A new kind of damages
Another difficulty in plant breeders’ rights infringement cases relates to the limits of how much impact even a successful case might have.
Until last February, courts could only award damages based on a calculation of the actual loss suffered by the rights owner. It can be difficult to put a number on this loss, which meant that many in the agricultural industry saw plant breeders’ rights infringement as having few practical consequences.
The Ridley 1111 case is a sign that this may be changing, however. It is one of the first the Federal Court has considered since February’s comprehensive amendments to Australian intellectual property law, which now allows judges to award additional damages.
Courts can now consider several factors when setting damages in an infringement case, including how flagrant the infringement is and the need to deter future infringements. This brings plant breeders’ rights into line with other forms of intellectual property law such as patents and trademarks.
The resulting penalties can now be much higher. This could encourage growers to pursue licensing deals with the owners of protected varieties, when in the past they might have risked a lawsuit to save on royalty payments.
However, this assumes growers are aware of the possibility of heightened penalties, and that rights owners can prove that infringement actually occurred.
What effect will these changes have on the ground? It is probably too ambitious to argue that these changes alone will lead to increased innovation in plant breeding, as some industry groups have claimed.
The development of new plant varieties involves significant investments of time and other resources. What’s more, breeding often relies on substantial collaborations between the private sector and public or academic research institutions.

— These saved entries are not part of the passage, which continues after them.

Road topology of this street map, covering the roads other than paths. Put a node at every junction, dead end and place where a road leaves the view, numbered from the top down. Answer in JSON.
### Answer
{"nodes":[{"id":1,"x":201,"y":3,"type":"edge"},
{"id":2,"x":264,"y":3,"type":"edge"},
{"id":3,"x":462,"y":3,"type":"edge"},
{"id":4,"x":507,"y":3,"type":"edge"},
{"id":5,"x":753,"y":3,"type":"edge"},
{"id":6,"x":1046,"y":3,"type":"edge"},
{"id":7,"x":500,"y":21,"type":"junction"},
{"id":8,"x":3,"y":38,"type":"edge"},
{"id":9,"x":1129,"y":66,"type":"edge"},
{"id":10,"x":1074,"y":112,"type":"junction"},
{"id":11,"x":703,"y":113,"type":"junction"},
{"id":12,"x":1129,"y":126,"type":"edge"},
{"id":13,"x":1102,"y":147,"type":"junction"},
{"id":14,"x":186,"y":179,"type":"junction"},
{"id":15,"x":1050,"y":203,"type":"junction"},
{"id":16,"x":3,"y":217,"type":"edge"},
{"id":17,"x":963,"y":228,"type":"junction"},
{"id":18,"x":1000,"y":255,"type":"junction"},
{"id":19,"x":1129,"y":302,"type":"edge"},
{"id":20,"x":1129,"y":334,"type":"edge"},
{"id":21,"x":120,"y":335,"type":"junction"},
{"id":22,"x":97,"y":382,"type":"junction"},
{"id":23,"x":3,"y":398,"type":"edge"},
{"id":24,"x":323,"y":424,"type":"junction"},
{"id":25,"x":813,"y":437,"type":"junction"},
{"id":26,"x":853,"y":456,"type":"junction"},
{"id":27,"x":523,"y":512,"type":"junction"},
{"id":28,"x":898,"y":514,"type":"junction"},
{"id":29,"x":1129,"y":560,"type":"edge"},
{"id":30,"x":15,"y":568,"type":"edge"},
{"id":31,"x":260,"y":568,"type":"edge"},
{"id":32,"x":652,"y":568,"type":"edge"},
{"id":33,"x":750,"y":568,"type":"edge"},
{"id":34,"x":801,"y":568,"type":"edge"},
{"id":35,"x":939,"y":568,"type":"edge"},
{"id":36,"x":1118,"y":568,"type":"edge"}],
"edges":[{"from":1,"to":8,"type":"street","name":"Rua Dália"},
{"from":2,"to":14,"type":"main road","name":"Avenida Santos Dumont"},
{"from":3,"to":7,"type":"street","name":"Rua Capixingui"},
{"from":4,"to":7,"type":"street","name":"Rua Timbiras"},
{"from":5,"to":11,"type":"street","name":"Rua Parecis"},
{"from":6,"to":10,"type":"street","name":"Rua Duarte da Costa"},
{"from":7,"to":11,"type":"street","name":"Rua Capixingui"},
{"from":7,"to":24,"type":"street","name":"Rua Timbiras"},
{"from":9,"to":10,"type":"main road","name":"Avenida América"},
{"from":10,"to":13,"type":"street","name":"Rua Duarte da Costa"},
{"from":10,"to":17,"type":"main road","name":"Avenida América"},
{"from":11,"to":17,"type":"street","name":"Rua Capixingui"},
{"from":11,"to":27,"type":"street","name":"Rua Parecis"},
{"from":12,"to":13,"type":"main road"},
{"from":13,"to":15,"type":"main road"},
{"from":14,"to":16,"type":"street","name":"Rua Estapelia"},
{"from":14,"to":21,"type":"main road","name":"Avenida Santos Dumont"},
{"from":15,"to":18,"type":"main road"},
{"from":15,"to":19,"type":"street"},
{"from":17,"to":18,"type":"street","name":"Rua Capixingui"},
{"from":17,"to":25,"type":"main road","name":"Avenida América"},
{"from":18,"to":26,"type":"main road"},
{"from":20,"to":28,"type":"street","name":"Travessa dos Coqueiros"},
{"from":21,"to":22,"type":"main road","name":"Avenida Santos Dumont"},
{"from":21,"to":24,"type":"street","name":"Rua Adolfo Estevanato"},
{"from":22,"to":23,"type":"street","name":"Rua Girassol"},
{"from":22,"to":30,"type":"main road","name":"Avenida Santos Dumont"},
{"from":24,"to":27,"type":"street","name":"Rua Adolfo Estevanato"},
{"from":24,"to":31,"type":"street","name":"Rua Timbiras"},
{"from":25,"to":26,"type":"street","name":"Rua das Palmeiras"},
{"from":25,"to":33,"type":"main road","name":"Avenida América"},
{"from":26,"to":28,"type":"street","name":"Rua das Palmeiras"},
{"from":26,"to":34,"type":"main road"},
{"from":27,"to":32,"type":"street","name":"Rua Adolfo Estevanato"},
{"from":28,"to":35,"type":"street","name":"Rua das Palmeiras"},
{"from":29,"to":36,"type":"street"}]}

So while the possibility of obtaining additional damages in an infringement action may have some effect, other factors will continue to affect the development of new plant varieties.
These include the ongoing need for governmental support of plant breeding initiatives, the development of effective partnerships between the public and private sectors, and an accurate understanding of the kinds of crops that would be best suited to Australia’s climatic and agronomic peculiarities and to the desires of Australian consumers.